- _Task prompt_
The lines to find are those in the entries that hold the word "junction"; copy every one of them.

Segment Start: Listed records

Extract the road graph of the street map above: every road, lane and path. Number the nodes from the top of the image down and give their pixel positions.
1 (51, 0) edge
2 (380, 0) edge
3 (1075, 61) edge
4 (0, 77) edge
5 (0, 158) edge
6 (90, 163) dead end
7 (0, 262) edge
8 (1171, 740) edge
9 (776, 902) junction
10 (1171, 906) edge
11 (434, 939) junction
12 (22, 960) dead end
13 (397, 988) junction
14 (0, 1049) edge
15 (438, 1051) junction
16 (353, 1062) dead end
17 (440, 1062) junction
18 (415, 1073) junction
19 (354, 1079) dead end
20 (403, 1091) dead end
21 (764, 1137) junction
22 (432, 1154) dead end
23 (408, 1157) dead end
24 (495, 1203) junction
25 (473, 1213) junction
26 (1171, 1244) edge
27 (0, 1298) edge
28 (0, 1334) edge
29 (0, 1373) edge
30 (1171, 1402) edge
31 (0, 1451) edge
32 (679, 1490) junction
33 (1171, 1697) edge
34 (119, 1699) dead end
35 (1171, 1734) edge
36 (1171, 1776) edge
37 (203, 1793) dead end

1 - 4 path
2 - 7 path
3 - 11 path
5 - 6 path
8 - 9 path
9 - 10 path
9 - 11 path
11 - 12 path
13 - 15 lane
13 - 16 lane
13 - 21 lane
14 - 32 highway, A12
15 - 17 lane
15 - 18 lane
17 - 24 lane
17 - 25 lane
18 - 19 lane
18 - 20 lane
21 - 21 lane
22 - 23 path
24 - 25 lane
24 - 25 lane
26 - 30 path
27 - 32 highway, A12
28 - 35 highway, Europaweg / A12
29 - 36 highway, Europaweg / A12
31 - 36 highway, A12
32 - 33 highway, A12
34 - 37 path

Segment End: Listed records

- _Response area_
9 (776, 902) junction
11 (434, 939) junction
13 (397, 988) junction
15 (438, 1051) junction
17 (440, 1062) junction
18 (415, 1073) junction
21 (764, 1137) junction
24 (495, 1203) junction
25 (473, 1213) junction
32 (679, 1490) junction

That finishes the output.